## Work to be completed:
I'd like the data beneath this line reproduced exactly, without any of its images.

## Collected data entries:

^^^^^^^^^^^^^^^^

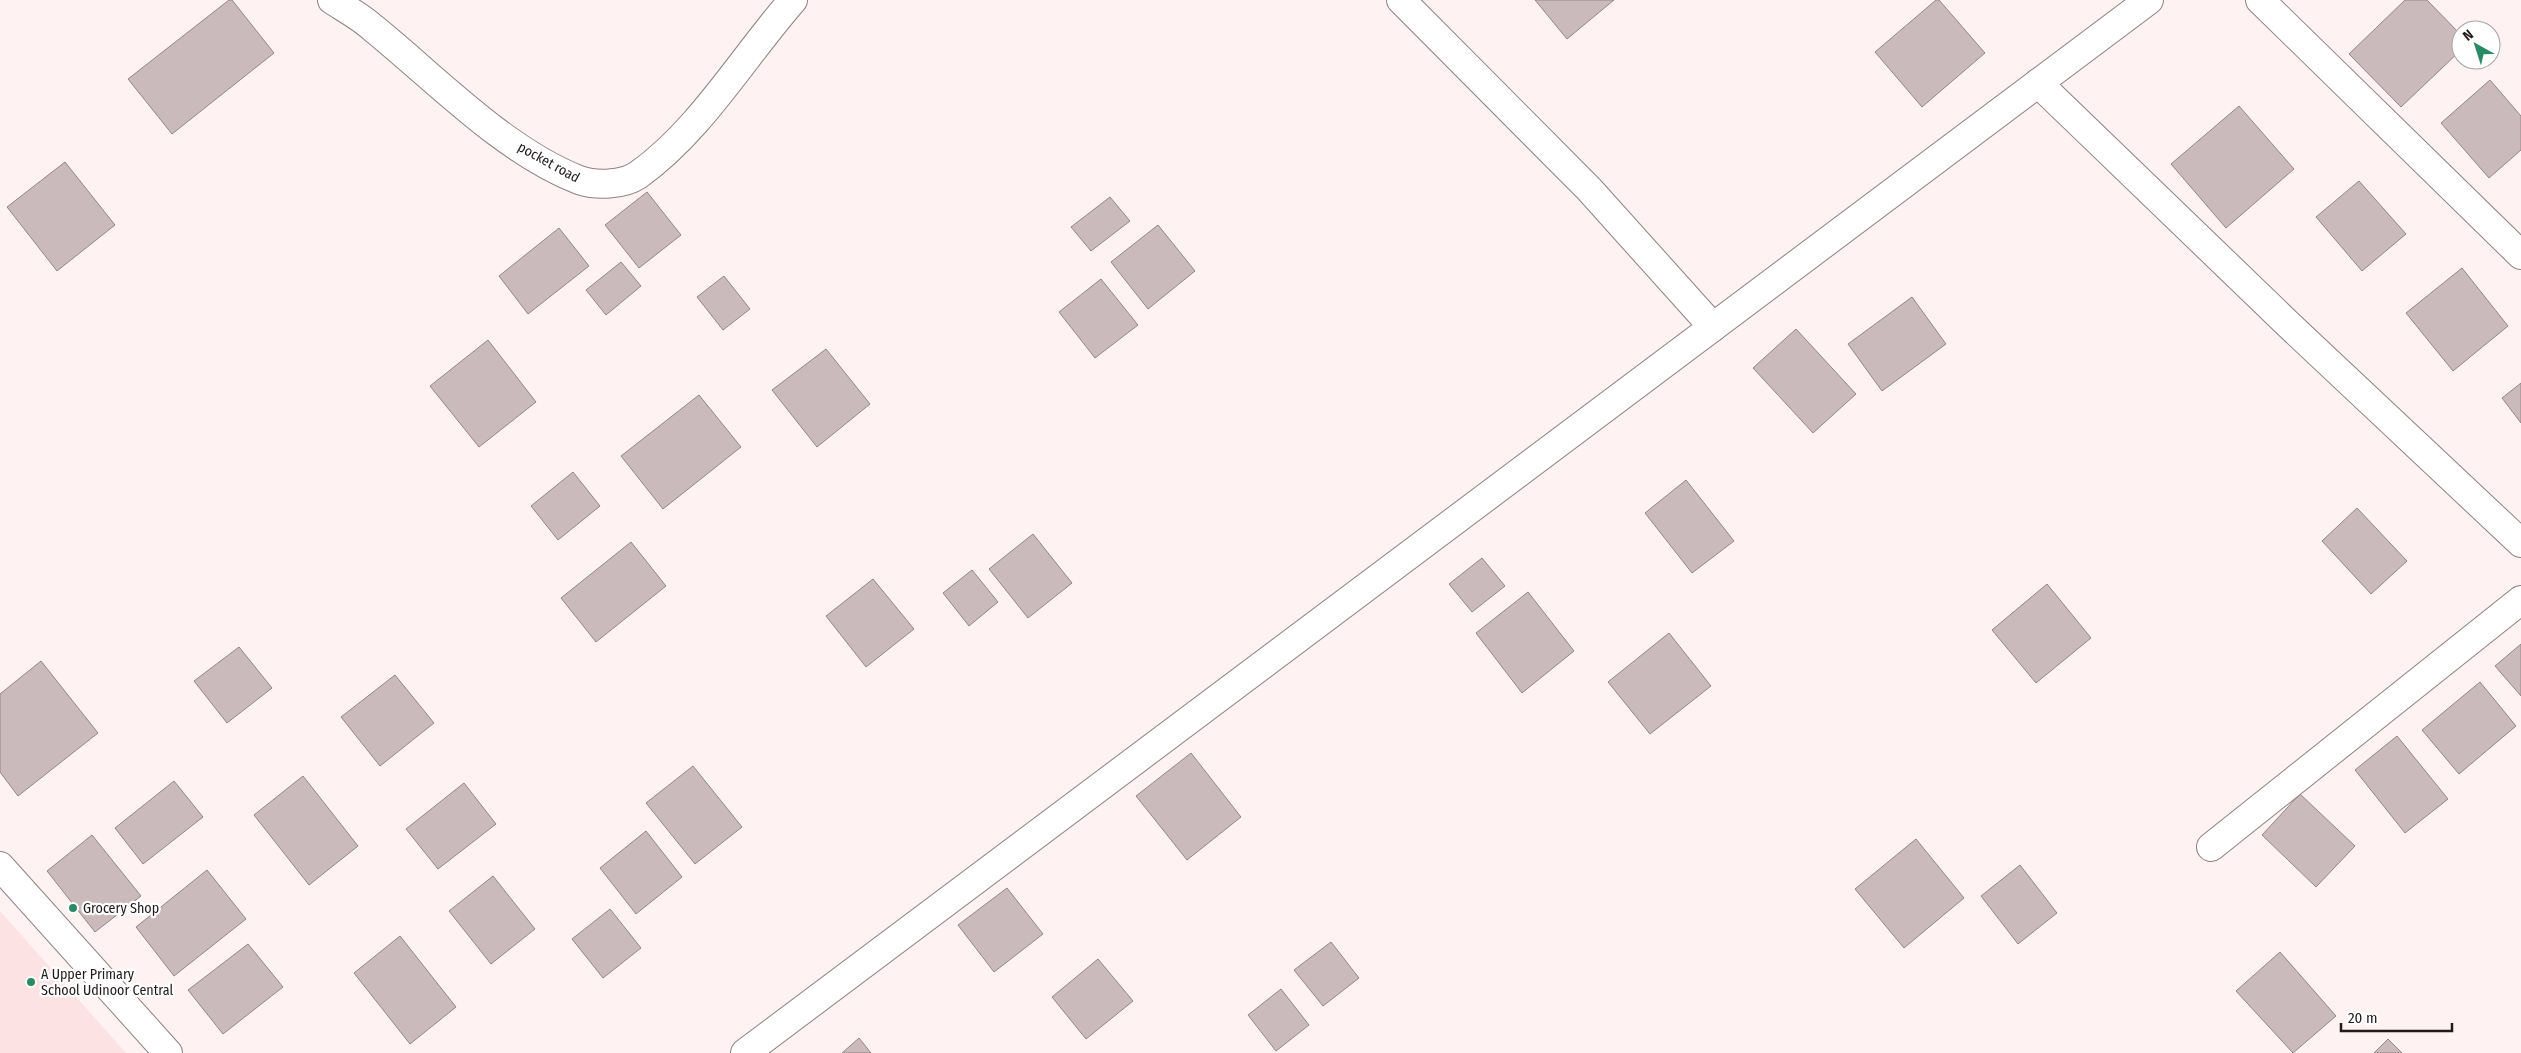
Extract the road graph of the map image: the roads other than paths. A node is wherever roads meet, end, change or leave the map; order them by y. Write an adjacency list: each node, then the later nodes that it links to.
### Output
1 (332, 0): 2 (street, pocket road)
2 (793, 0)
3 (1401, 0): 8 (street)
4 (2149, 0): 6 (street)
5 (2260, 0): 7 (street)
6 (2038, 83): 8 (street); 9 (street)
7 (2521, 255)
8 (1713, 327): 14 (street)
9 (2521, 543)
10 (2521, 600): 11 (street)
11 (2212, 847)
12 (0, 866): 13 (street)
13 (168, 1053)
14 (745, 1053)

^^^^^^^^^^^^^^^^

## Exercise answer:
Extract the road graph of the map image: the roads other than paths. A node is wherever roads meet, end, change or leave the map; order them by y. Write an adjacency list: each node, then the later nodes that it links to.
### Output
1 (332, 0): 2 (street, pocket road)
2 (793, 0)
3 (1401, 0): 8 (street)
4 (2149, 0): 6 (street)
5 (2260, 0): 7 (street)
6 (2038, 83): 8 (street); 9 (street)
7 (2521, 255)
8 (1713, 327): 14 (street)
9 (2521, 543)
10 (2521, 600): 11 (street)
11 (2212, 847)
12 (0, 866): 13 (street)
13 (168, 1053)
14 (745, 1053)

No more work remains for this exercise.